What Dr. Clancy brought to the agency was a combination of idealism and canniness, which made her an ideal leader for this unusual, yet very important, agency. Those qualities were very much on display when she addressed the first HCI Executive Summit as its closing keynote speaker, back in May 2011, in San Francisco. Dr. Clancy gave an extremely informative, insightful speech, followed by an excellent question-and-answer session, during which the ever-intrepid Joe Bormel, M.D., one of our most valued bloggers, engaged her on a detailed question regarding the Medicare Group Practice Demonstration Project and variations in how physician groups are analyzing and figuring out how to work with the measures coming from what was then called the PQRI (Physician Quality Reporting Initiative) and is now known as the PQRS (Physician Quality Reporting System).

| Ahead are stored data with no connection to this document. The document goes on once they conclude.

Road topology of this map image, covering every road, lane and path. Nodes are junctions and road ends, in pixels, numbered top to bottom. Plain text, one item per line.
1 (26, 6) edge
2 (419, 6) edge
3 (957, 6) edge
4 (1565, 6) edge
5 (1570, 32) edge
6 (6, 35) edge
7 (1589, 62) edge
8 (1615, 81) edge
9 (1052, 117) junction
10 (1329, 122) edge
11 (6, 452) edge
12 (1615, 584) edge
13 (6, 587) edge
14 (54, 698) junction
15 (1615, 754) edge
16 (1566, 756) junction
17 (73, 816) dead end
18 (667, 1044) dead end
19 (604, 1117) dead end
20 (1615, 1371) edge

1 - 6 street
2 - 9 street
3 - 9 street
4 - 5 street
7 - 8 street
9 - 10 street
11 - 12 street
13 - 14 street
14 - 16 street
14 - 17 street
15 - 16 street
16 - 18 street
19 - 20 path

Here’s the link to the blog about that exchange that Joe Bormel posted in June of that year:

As he wrote back then of Dr. Clancy, “Her style and tone was that of a calm, collected scientist when answering my question.”

Dr. Clancy was very well-received by our Executive Summit audience, and afterwards, I had the pleasure of sharing a taxi ride with her to San Francisco International Airport. I had interviewed her numerous times during her tenure at AHRQ, during which she was inevitably gracious and thoughtful. I’m happy to say that she was exactly the same way in person, including in our shared taxi.

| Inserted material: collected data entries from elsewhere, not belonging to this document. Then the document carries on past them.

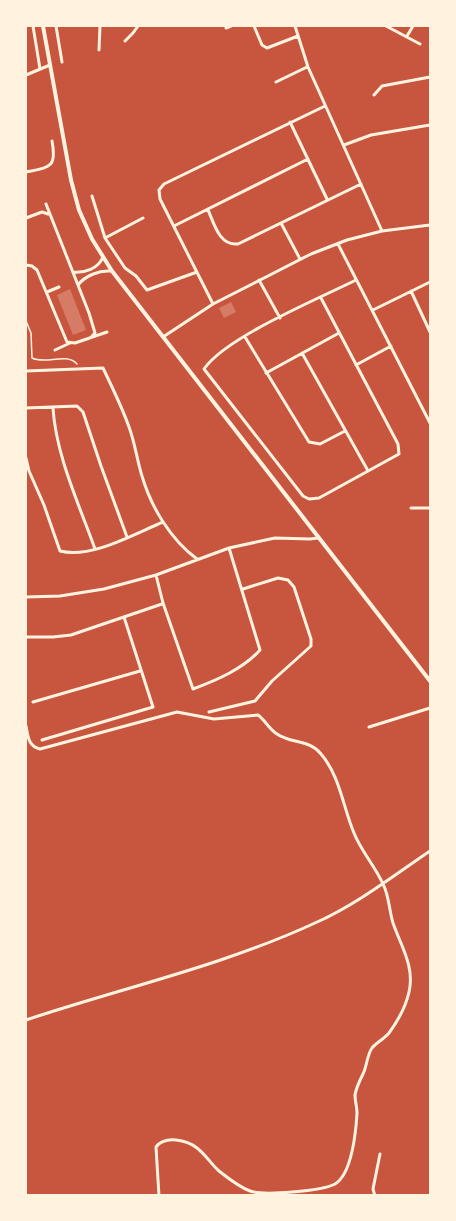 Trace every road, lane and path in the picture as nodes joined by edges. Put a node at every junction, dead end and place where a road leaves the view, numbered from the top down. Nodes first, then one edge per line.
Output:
1 (33, 26) edge
2 (43, 26) edge
3 (56, 26) edge
4 (100, 26) edge
5 (138, 26) edge
6 (231, 26) edge
7 (254, 26) edge
8 (295, 26) edge
9 (386, 26) edge
10 (413, 26) edge
11 (226, 28) dead end
12 (298, 36) junction
13 (406, 36) junction
14 (125, 41) dead end
15 (420, 44) dead end
16 (99, 50) dead end
17 (62, 62) dead end
18 (50, 65) junction
19 (308, 67) junction
20 (40, 69) junction
21 (26, 75) edge
22 (430, 76) edge
23 (276, 82) dead end
24 (374, 95) dead end
25 (325, 106) junction
26 (290, 122) junction
27 (430, 125) edge
28 (52, 141) dead end
29 (344, 145) junction
30 (308, 159) junction
31 (26, 172) edge
32 (361, 184) junction
33 (92, 196) dead end
34 (327, 199) junction
35 (45, 204) dead end
36 (208, 210) junction
37 (48, 213) junction
38 (26, 218) edge
39 (143, 218) dead end
40 (281, 223) junction
41 (430, 225) edge
42 (174, 226) junction
43 (382, 231) junction
44 (105, 238) junction
45 (338, 244) junction
46 (103, 257) junction
47 (300, 259) junction
48 (26, 265) edge
49 (112, 271) junction
50 (73, 272) junction
51 (197, 272) junction
52 (260, 280) junction
53 (356, 280) junction
54 (430, 282) edge
55 (78, 285) junction
56 (59, 287) dead end
57 (411, 291) junction
58 (47, 292) junction
59 (321, 298) junction
60 (213, 304) junction
61 (373, 310) junction
62 (280, 318) junction
63 (26, 321) edge
64 (107, 332) dead end
65 (430, 332) edge
66 (339, 333) junction
67 (92, 336) junction
68 (163, 337) junction
69 (245, 337) junction
70 (70, 343) junction
71 (391, 346) junction
72 (55, 350) dead end
73 (302, 353) junction
74 (356, 365) junction
75 (78, 368) junction
76 (26, 370) edge
77 (266, 373) junction
78 (26, 408) edge
79 (52, 408) junction
80 (430, 423) edge
81 (345, 431) junction
82 (26, 458) edge
83 (368, 470) junction
84 (411, 508) dead end
85 (430, 508) edge
86 (163, 522) junction
87 (128, 537) junction
88 (320, 537) junction
89 (229, 548) junction
90 (95, 549) junction
91 (197, 560) junction
92 (156, 575) junction
93 (242, 589) junction
94 (26, 597) edge
95 (162, 603) junction
96 (124, 616) junction
97 (26, 637) edge
98 (141, 670) junction
99 (430, 681) edge
100 (33, 702) dead end
101 (430, 708) edge
102 (209, 712) dead end
103 (26, 726) edge
104 (369, 727) dead end
105 (42, 740) dead end
106 (430, 851) edge
107 (383, 883) junction
108 (26, 1020) edge
109 (380, 1155) dead end
110 (159, 1196) edge
111 (375, 1196) edge

1 - 20 street
2 - 18 main road
3 - 17 street
4 - 16 street
5 - 14 street
6 - 11 street
7 - 12 street
8 - 12 street
9 - 13 street
10 - 13 street
12 - 19 street
13 - 15 street
18 - 20 street
18 - 46 main road
19 - 23 street
19 - 25 street
20 - 21 street
22 - 24 street
25 - 26 street
25 - 29 street
26 - 30 street
26 - 42 street
27 - 29 street
28 - 31 street
29 - 32 street
30 - 34 street
30 - 36 street
32 - 34 street
32 - 43 street
33 - 44 street
34 - 40 street
35 - 37 street
36 - 40 street
36 - 42 street
37 - 38 street
37 - 50 street
39 - 44 street
40 - 47 street
41 - 43 street
42 - 51 street
43 - 45 street
44 - 51 street
45 - 47 street
45 - 53 street
46 - 49 main road
46 - 50 street
47 - 52 street
48 - 58 street
49 - 55 street
49 - 68 main road
50 - 55 street
51 - 60 street
52 - 60 street
52 - 62 street
53 - 59 street
53 - 61 street
54 - 57 street
55 - 67 street
56 - 58 street
57 - 61 street
57 - 65 street
58 - 70 street
59 - 62 street
59 - 66 street
60 - 68 street
61 - 71 street
62 - 69 street
63 - 75 path
64 - 67 street
66 - 73 street
66 - 74 street
67 - 70 street
68 - 88 main road
69 - 77 street
69 - 83 street
70 - 72 street
71 - 74 street
71 - 80 street
73 - 77 street
73 - 81 street
74 - 83 street
75 - 76 street
75 - 86 street
77 - 81 street
78 - 79 street
79 - 87 street
79 - 90 street
81 - 83 street
82 - 90 street
84 - 85 street
86 - 87 street
86 - 91 street
87 - 90 street
88 - 89 street
88 - 99 main road
89 - 91 street
89 - 93 street
91 - 92 street
92 - 94 street
92 - 95 street
93 - 95 street
93 - 102 street
95 - 96 street
96 - 97 street
96 - 98 street
98 - 100 street
98 - 105 street
101 - 104 street
103 - 107 street
106 - 107 street
107 - 108 street
107 - 110 street
109 - 111 street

Carolyn Clancy has shown exceptional leadership at AHRQ, and she will be missed. I have two hopes for whoever is chosen to next fill the director role. First, I hope that the new director will have the kind of broad, incisive vision that Dr. Clancy has brought to the job. The industry needs that kind of vision, as it needs leadership from AHRQ to support new knowledge and learning in numerous areas. Second, I hope the new AHRQ director will have the political savvy that Dr. Clancy had, and that will be needed at a time of hyper-partisanship in Washington. AHRQ plays an important role in healthcare, and the new director will need to navigate the shoals of inside-the-Beltway partisanship, for the benefit not only of healthcare providers, but of patients and communities as well.

Meanwhile, my best wishes go to Carolyn Clancy as she transitions into a new phase in her life. I hope she will find ways to continue to lend her smart, compassionate voice to the ongoing grand discussion that is healthcare policy in this country.